A blur that began in his mid-70s, and, from what I can tell, the previous ten weren’t that memorable and he died with a thousand regrets.
That’s how life often seems, doesn’t it? A blurry madhouse crisscrossed by our darting shadow busy “making a living” while putting our dreams on ice. Postponing, stalling, dithering, delaying… telling ourselves ‘just as soon as…’ while sitting in traffic gripped by the death lock of monotony contemplating the lugubrious parade of our disavowed longings march down the road not taken. ‘Just wait a little while longer…’
But while and while have no end, wait a little is a long road, and the Deli spool won’t stop spitting-out stubs, bringing our number closer.
Should we, then, live like the terminally ill? Assume we’ve been given just one more year and throw caution to the wind?
With that mindset, I’ve been doing just that for the past three years after taking a hard look at the previous ten and horrified by how unmemorable they were. Ask me what I did, and I’d bore you with an explanation rather than a great story. So I broke free.
I realize that having that choice is a privilege denied to many. Born and raised in a poor country, I suspect that any first-world tourist dumb enough to tell an unfortunate fellow in one of my city’s slums to ‘follow his dreams!’ will most likely get laughed at or punched in the face. Adding ‘carpe diem’ to his callous injunctions will probably get him dismembered with a machete. The poor have no choice — period. They do what’s necessary to survive which is often more heroic than doing what you love.
After I fulfilled my obligation of raising my daughters to the point of self-reliance, I reached a crossroads. I could continue on the familiar, ‘safe’ road, gathering wealth for that hoped-for day when I’d feel secure enough to finally unbridle my pent-up longings, or take the riskier path of adventure. Having witnessed my father lose the lion’s share of his savings in the crash of 2008, I chose the latter.

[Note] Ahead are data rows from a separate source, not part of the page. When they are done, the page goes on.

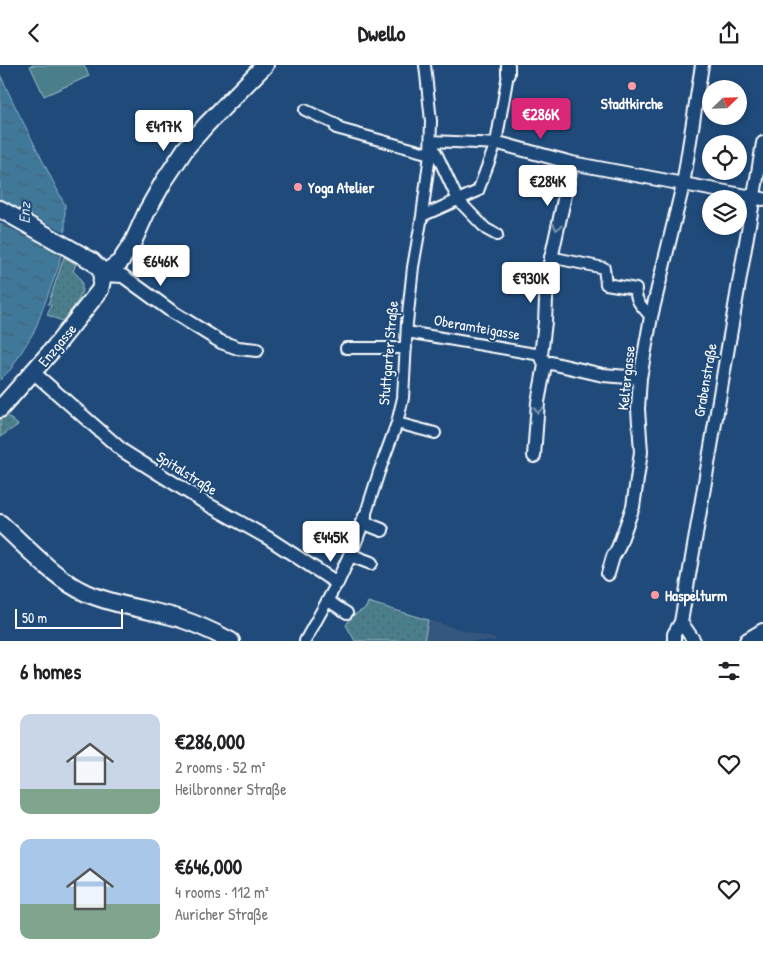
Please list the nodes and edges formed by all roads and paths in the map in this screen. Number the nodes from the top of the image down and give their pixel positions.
1 (265, 65) edge
2 (702, 65) edge
3 (426, 68) edge
4 (508, 70) edge
5 (305, 110) dead end
6 (431, 141) junction
7 (763, 143) edge
8 (499, 144) junction
9 (425, 153) junction
10 (572, 163) junction
11 (683, 185) junction
12 (758, 199) edge
13 (458, 200) junction
14 (0, 209) edge
15 (422, 216) junction
16 (497, 235) dead end
17 (550, 257) junction
18 (102, 275) junction
19 (651, 317) junction
20 (406, 332) junction
21 (346, 348) dead end
22 (406, 348) junction
23 (257, 350) dead end
24 (543, 360) junction
25 (33, 373) junction
26 (640, 378) junction
27 (0, 409) edge
28 (397, 423) junction
29 (435, 433) dead end
30 (534, 455) dead end
31 (364, 519) junction
32 (0, 523) edge
33 (382, 530) dead end
34 (350, 555) junction
35 (371, 563) dead end
36 (608, 574) dead end
37 (337, 583) junction
38 (328, 601) junction
39 (347, 613) dead end
40 (681, 622) junction
41 (763, 632) edge
42 (231, 641) edge
43 (304, 641) edge
44 (674, 641) edge
45 (694, 641) edge
46 (748, 641) edge

1 - 18 street
2 - 11 street, Keltergasse
3 - 6 street, Stuttgarter Straße
4 - 8 street
5 - 9 street
6 - 8 street
6 - 9 street, Stuttgarter Straße
6 - 13 street
7 - 12 street, Grabenstraße
8 - 10 street
8 - 13 street
9 - 15 street, Stuttgarter Straße
10 - 11 street
10 -> 17 street
11 - 12 street
11 - 19 street, Keltergasse
12 - 40 street, Grabenstraße
13 - 15 street
13 - 16 street
14 - 18 street
15 - 20 street, Stuttgarter Straße
17 - 19 street
17 - 24 street
18 - 23 street
18 - 25 street, Enzgasse
19 - 26 street, Keltergasse
20 - 22 street, Stuttgarter Straße
20 - 24 street, Oberamteigasse
21 - 22 street
22 - 28 street, Stuttgarter Straße
24 - 26 street, Oberamteigasse
24 -> 30 street
25 - 27 street, Enzgasse
25 - 37 street, Spitalstraße
26 - 36 street, Keltergasse
28 - 29 street
28 - 31 street, Stuttgarter Straße
31 - 33 street
31 - 34 street, Stuttgarter Straße
32 - 42 street
34 - 35 street
34 - 37 street, Stuttgarter Straße
37 - 38 street, Stuttgarter Straße
38 - 39 street
38 - 43 street, Stuttgarter Straße
40 - 44 street, Grabenstraße
40 - 45 street
41 - 46 street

Ask me right now if I made the right choice and I’d equivocate. I can’t tell for sure, and I’m scared.
On the one hand, I’m doing exactly what I love and believe was meant to do with my life, so my days, just like playwright William Herzog’s, feel like one long vacation. “For me, everything is constantly fresh and always new,” he said. “A vacation is [only] a necessity for someone whose work is an unchanged daily routine.” I know what he means.

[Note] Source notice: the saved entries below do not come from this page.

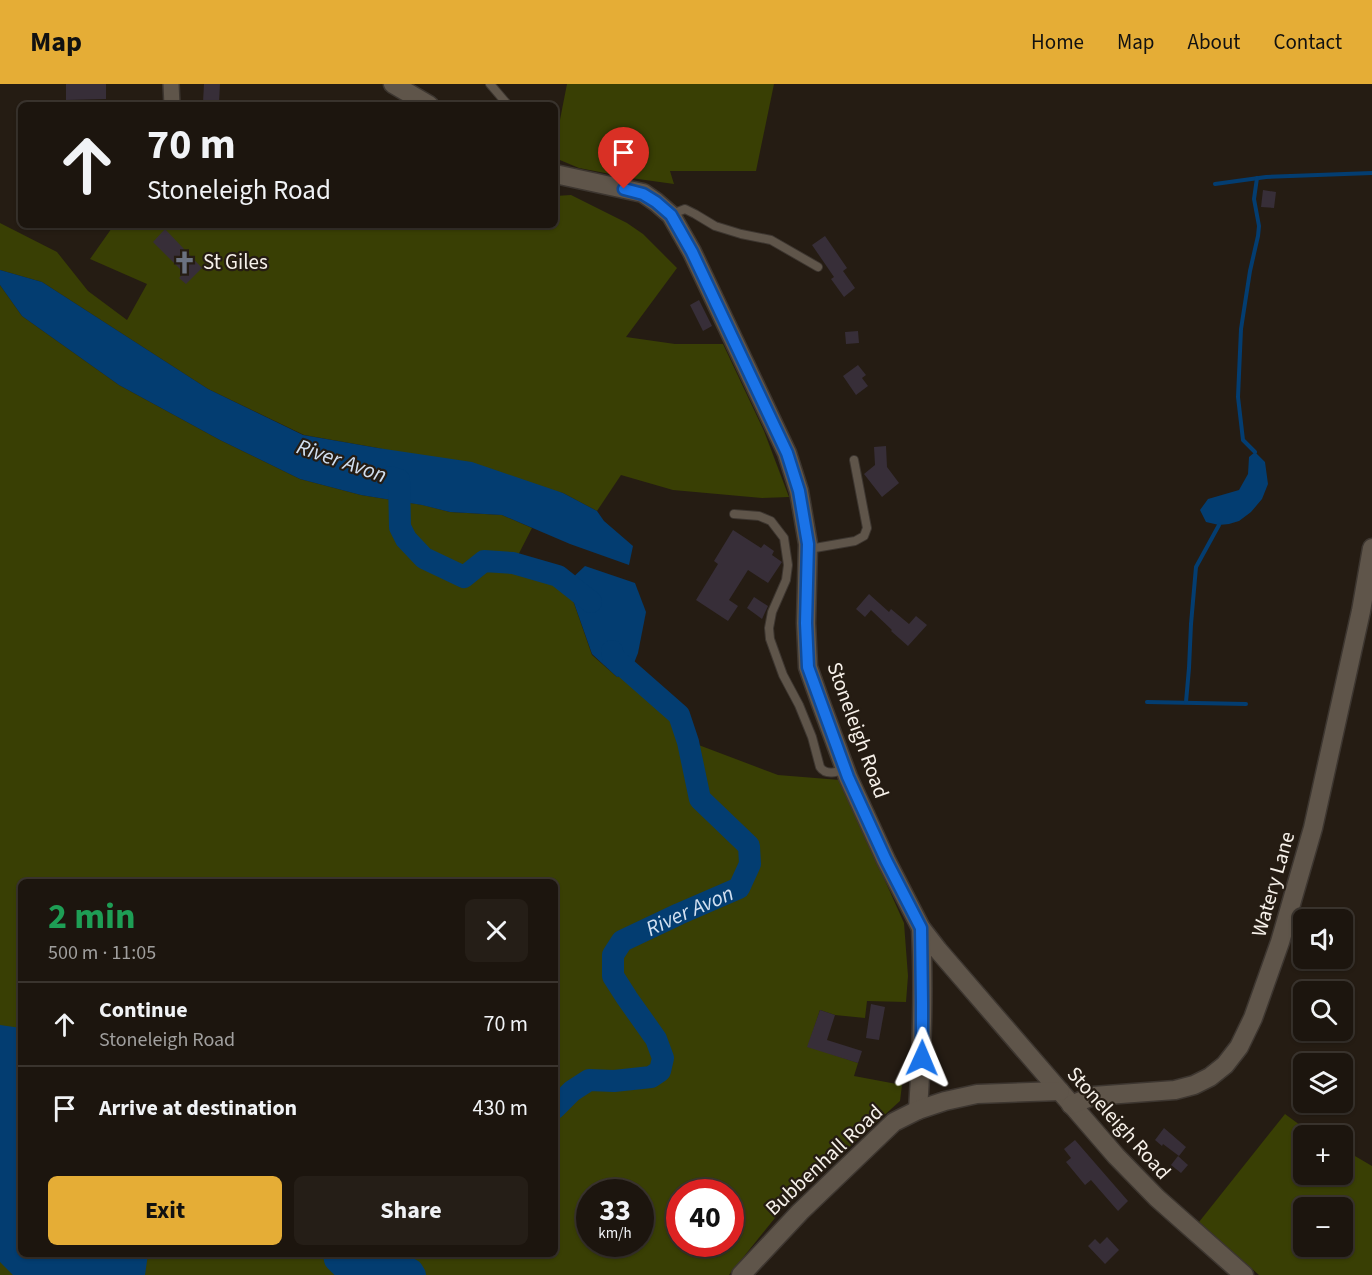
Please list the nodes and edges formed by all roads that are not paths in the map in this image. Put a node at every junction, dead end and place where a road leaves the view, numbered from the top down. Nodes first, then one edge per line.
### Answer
1 (171, 84) edge
2 (393, 84) edge
3 (490, 84) edge
4 (172, 102) edge
5 (424, 102) edge
6 (505, 102) edge
7 (558, 175) edge
8 (671, 215) junction
9 (818, 267) dead end
10 (854, 460) dead end
11 (734, 514) dead end
12 (1372, 548) edge
13 (808, 550) junction
14 (845, 769) junction
15 (921, 928) junction
16 (1065, 1098) junction
17 (918, 1110) junction
18 (741, 1275) edge
19 (1244, 1275) edge

1 - 4 street
2 - 5 street
3 - 6 lane
7 - 8 street, Stoneleigh Road
8 - 9 lane
8 - 13 street, Stoneleigh Road
10 - 13 lane
11 - 14 lane
12 - 16 street, Watery Lane
13 - 14 street, Stoneleigh Road
14 - 15 street, Stoneleigh Road
15 - 16 street, Stoneleigh Road
15 - 17 street, Bubbenhall Road
16 - 17 street, Bubbenhall Road
16 - 19 street, Stoneleigh Road
17 - 18 street, Bubbenhall Road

Most days, I’m like a child on Christmas morning, waking up at dawn with great excitement for the creative challenges ahead and hardly ever tiring, despite working long hours.
The awareness of ‘The Blur’ has also been a terrifying agent of authenticity. I realized there was no time to waste pretending to be someone I was not. “It is better to live your own destiny imperfectly than to live the imitation of somebody else’s life perfectly,” says the Bhagavad Gita, and I now get it.
As I age, I have also learned what a true friend is, and so, like an artichoke’s unwholesome bottom leaves, I have discarded those who are unworthy of the name. I don’t have time for that shit anymore.
My whole being has recovered its erotic power, not just in the sexual sense, but in its broader meaning held by the ancient Greeks: the impulse, or desire, that links us to the whole web of life. I have, if you will, fallen in love with life.
But right about now, my love feels unrequited.
I was under the illusion that if one did exactly what one was meant to do in life and brought the gifts of his unique talents to bear on the needs of the world, the world, in turn, would reward him, not lavishly, but with enough to survive with dignity. I’m not seeing it.
I was comforted and inspired by what Johann Goethe said, that the moment one definitely commits, then providence moves too; that boldness has genius, power and magic in it. I’m not feeling that magic either.
I was goaded at the start of my journey on Mexico’s Pacific shore by serendipitous writings on walls, like, “Don’t let your dreams fall asleep,” and “Take the first step in faith. You don’t have to see the whole staircase, just take the first step.” Back then, I really felt the Universe had my back.
So far though, the steps keep leading me down a slippery staircase inside what seems a bottomless pit of hardship and despair. I am living the myth of the starving artist and not really enjoying the view. Every time one of my well-intentioned daughters tells me to get a “real” job, I cringe and seethe.
When exactly did art become “unreal”? Was it when we decided that someone skilled at whacking a ball with a stick or good at shooting hoops was worth more than a teacher? How, I ask, would it feel to live in a world with no books, movies, plays, concerts, art exhibits, and so on?
Regardless, I can’t turn back now and rejoin the rat race. People my age appear as unnecessary to society as another pair of shoes in a woman’s closet. Besides, notwithstanding the hardship, I still prefer living on the edge of uncertainty doing what I love, rather than securely shackled to a desk, hating what I do. So deal, right? Grow a pair!
Here’s the scary part, though. If my number’s really up, I mean, like soon, it would make my reckless decision one of the best I’ve ever made. If, on the other hand, the butcher gets distracted for, say, thirty years, I have no idea how I’ll survive.
Author Paulo Coelho better be right when claiming that the road of adventure becomes less daunting over time; that age only slows the pace of those without the courage to follow their true path, and that the world hungers for romance, passion, and daring tales of great endurance.
Otherwise, best to hurry up to the counter and get it over with, or move to Norway, the “best place in the world to be a writer,” though I’d first have to get past my revulsion against Lutefisk and ghostly-white people in tacky reindeer sweaters.